→ **WHAT NEEDS TO BE DONE**:
Reproduce word for word the line that contains "wrist: (337, 285)" and each line that follows it, stopping after the final line of the material.

→ **EXTRACTED ENTRIES**:
****
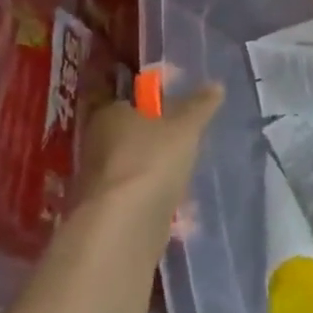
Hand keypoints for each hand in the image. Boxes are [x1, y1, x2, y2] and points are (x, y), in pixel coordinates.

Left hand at [76, 83, 222, 214]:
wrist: (123, 227)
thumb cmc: (151, 161)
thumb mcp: (185, 127)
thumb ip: (200, 106)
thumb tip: (216, 85)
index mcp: (108, 115)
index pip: (131, 101)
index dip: (155, 103)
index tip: (179, 110)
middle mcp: (96, 145)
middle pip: (132, 135)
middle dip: (158, 140)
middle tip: (188, 141)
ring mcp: (99, 182)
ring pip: (135, 168)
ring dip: (158, 171)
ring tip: (187, 174)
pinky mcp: (107, 214)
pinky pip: (136, 197)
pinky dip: (155, 198)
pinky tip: (178, 206)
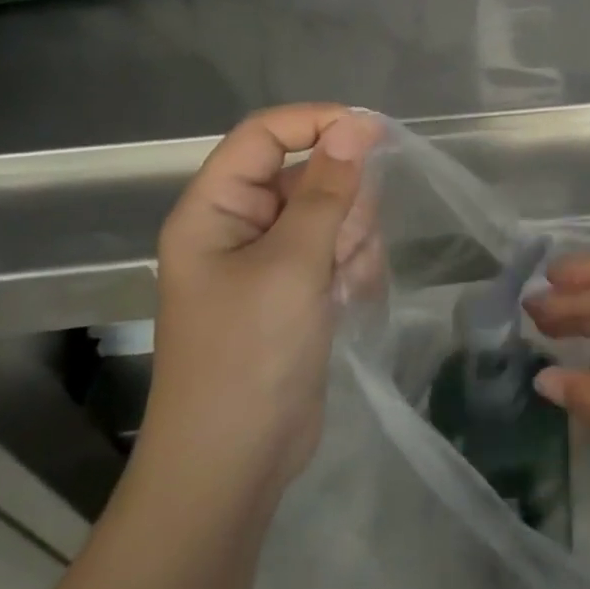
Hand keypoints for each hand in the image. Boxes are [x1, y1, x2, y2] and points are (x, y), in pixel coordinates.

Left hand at [134, 105, 381, 505]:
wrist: (235, 466)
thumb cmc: (250, 355)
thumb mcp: (292, 264)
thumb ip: (328, 189)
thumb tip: (357, 123)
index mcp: (215, 207)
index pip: (265, 133)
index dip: (317, 122)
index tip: (374, 133)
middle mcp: (239, 224)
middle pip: (307, 173)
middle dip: (341, 203)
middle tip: (345, 244)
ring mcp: (270, 259)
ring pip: (331, 212)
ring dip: (351, 240)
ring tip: (342, 282)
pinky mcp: (296, 289)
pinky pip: (337, 250)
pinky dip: (351, 269)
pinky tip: (347, 302)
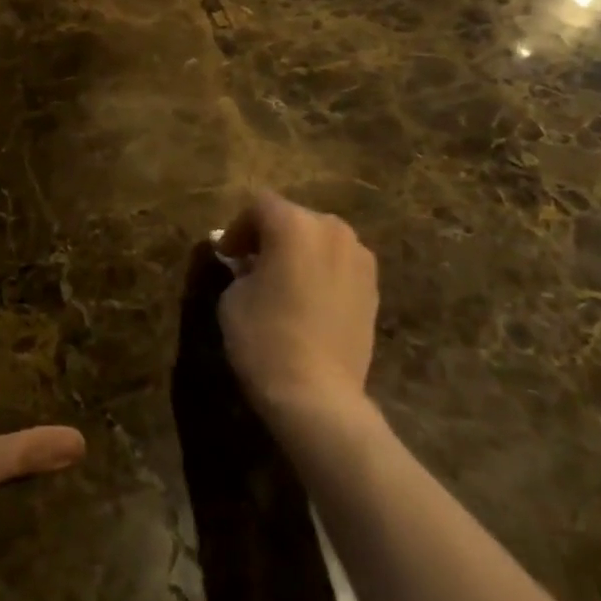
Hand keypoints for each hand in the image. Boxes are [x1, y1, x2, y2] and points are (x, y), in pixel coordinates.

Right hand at [215, 192, 378, 419]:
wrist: (318, 395)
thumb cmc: (265, 338)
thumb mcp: (233, 297)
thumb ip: (240, 269)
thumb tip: (250, 265)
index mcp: (294, 224)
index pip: (260, 206)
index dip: (239, 228)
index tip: (227, 256)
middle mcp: (332, 230)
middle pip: (294, 218)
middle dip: (271, 236)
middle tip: (252, 265)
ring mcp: (359, 258)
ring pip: (321, 240)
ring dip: (300, 252)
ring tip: (284, 282)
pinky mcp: (374, 287)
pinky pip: (340, 265)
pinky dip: (323, 272)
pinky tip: (310, 301)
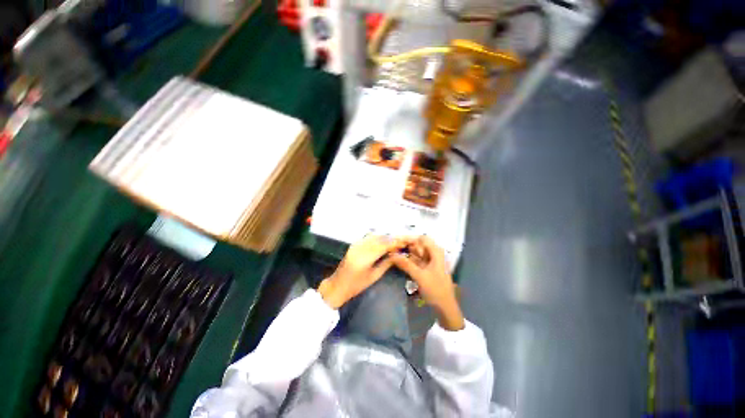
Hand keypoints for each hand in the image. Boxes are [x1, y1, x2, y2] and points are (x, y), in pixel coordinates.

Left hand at [318, 235, 401, 308]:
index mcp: (364, 258)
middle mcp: (359, 248)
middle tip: (401, 242)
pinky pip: (368, 237)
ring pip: (374, 236)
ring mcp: (355, 245)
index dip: (394, 242)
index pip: (383, 245)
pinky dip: (378, 238)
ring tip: (394, 242)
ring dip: (385, 237)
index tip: (404, 243)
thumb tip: (397, 255)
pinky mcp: (354, 244)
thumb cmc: (355, 285)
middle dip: (391, 239)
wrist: (337, 285)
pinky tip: (383, 241)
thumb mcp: (374, 276)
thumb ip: (386, 264)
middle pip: (379, 239)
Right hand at [392, 236, 463, 330]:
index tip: (396, 241)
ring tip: (393, 253)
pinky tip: (399, 261)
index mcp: (436, 252)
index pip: (421, 238)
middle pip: (419, 244)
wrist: (445, 308)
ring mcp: (430, 262)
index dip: (410, 238)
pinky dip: (409, 260)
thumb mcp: (420, 276)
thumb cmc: (435, 290)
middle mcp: (434, 254)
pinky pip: (416, 260)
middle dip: (406, 245)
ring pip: (417, 253)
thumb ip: (406, 264)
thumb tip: (392, 254)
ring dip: (406, 252)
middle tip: (392, 248)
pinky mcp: (427, 269)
****
→ **ANSWER AREA**:
wrist: (337, 285)
pinky tip: (383, 241)
thumb mcp: (374, 276)
thumb ip: (386, 264)
middle pip: (379, 239)
Right hand at [392, 236, 463, 330]:
index tip: (396, 241)
ring tip: (393, 253)
pinky tip: (399, 261)
index mcp: (436, 252)
index pip: (421, 238)
middle pip: (419, 244)
wrist: (445, 308)
ring mcp: (430, 262)
index dip: (410, 238)
pinky dip: (409, 260)
thumb mcp: (420, 276)
thumb cmc: (435, 290)
middle mcp: (434, 254)
pinky pip: (416, 260)
middle dip: (406, 245)
ring pip: (417, 253)
thumb ip: (406, 264)
thumb tip: (392, 254)
ring dip: (406, 252)
middle tip: (392, 248)
pinky mcp: (427, 269)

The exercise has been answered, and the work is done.